[Opening RECORDS FOR THE EXERCISE section]

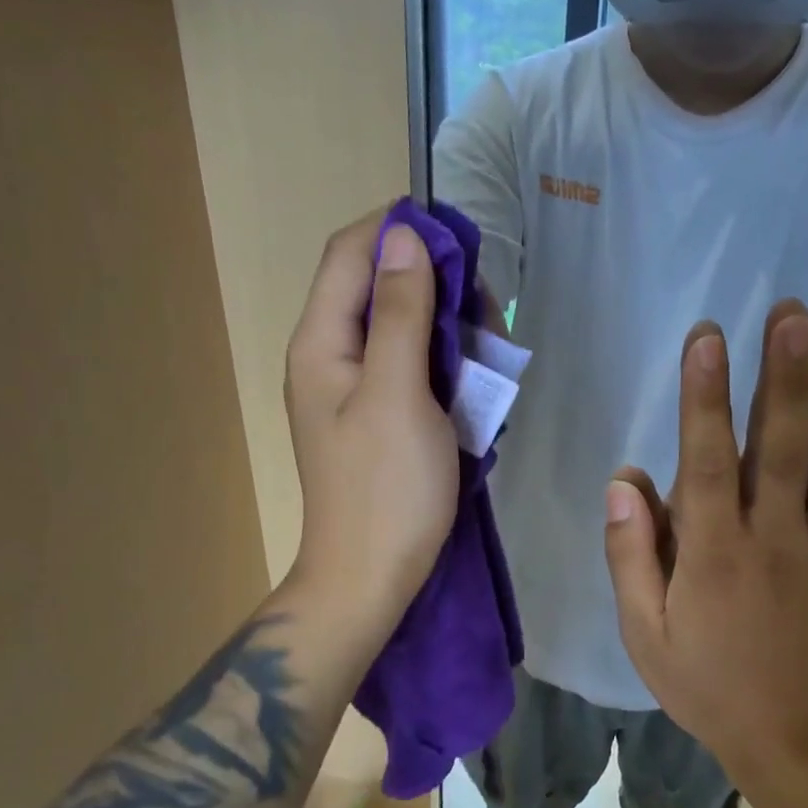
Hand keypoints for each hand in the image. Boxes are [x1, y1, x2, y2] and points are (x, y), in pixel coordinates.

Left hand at [286, 209, 457, 646]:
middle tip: (484, 302)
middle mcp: (328, 355)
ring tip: (485, 340)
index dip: (400, 230)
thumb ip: (402, 312)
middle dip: (429, 278)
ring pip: (395, 325)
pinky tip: (471, 375)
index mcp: (321, 341)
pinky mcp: (375, 415)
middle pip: (373, 285)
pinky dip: (440, 358)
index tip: (462, 238)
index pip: (351, 253)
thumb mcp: (399, 392)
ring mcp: (351, 388)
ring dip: (441, 320)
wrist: (371, 577)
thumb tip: (405, 236)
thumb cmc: (388, 488)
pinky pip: (406, 365)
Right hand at [604, 305, 807, 772]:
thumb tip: (624, 479)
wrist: (786, 738)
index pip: (706, 460)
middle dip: (784, 379)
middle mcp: (772, 539)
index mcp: (712, 552)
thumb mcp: (643, 630)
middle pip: (780, 448)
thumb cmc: (703, 681)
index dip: (705, 397)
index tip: (707, 337)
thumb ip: (630, 553)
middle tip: (791, 315)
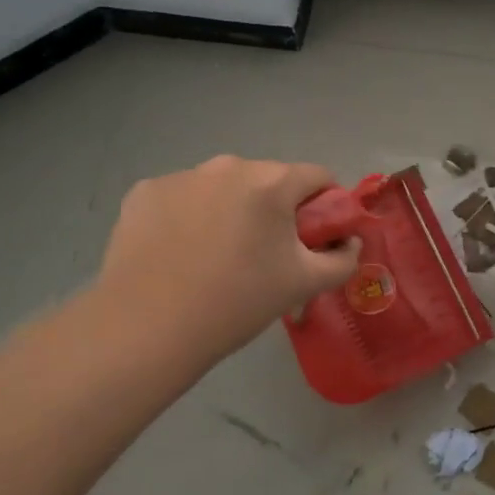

[Closing RECORDS FOR THE EXERCISE section]

* _ACTIVITY_: Would you please repeat the entries above verbatim, excluding each picture?

* _FINISHED TASK_:
Hand keypoints for each hand in the image. Boxes are [x1, y1, x2, y2] and points are (x, y), in pixel coordinates.

Left hand at [286, 209, 457, 646]:
middle tip: (484, 302)
middle mcp: (328, 355)
ring tip: (485, 340)
index dip: (400, 230)
thumb ip: (402, 312)
middle dip: (429, 278)
ring pip: (395, 325)
pinky tip: (471, 375)
index mcp: (321, 341)
pinky mcp: (375, 415)
middle pip: (373, 285)
pinky dip: (440, 358)
index tip: (462, 238)
index pip: (351, 253)
thumb mcp: (399, 392)
ring mcp: (351, 388)
ring dip: (441, 320)
wrist: (371, 577)
thumb tip: (405, 236)
thumb cmc: (388, 488)
pinky pip: (406, 365)
Right hand at [604, 305, 807, 772]:
thumb tip: (624, 479)
wrist: (786, 738)
index pip: (706, 460)
middle dip: (784, 379)
middle mcp: (772, 539)
index mcp: (712, 552)
thumb mcp: (643, 630)
middle pip: (780, 448)
thumb cmc: (703, 681)
index dip: (705, 397)
index tip: (707, 337)
thumb ip: (630, 553)
middle tip: (791, 315)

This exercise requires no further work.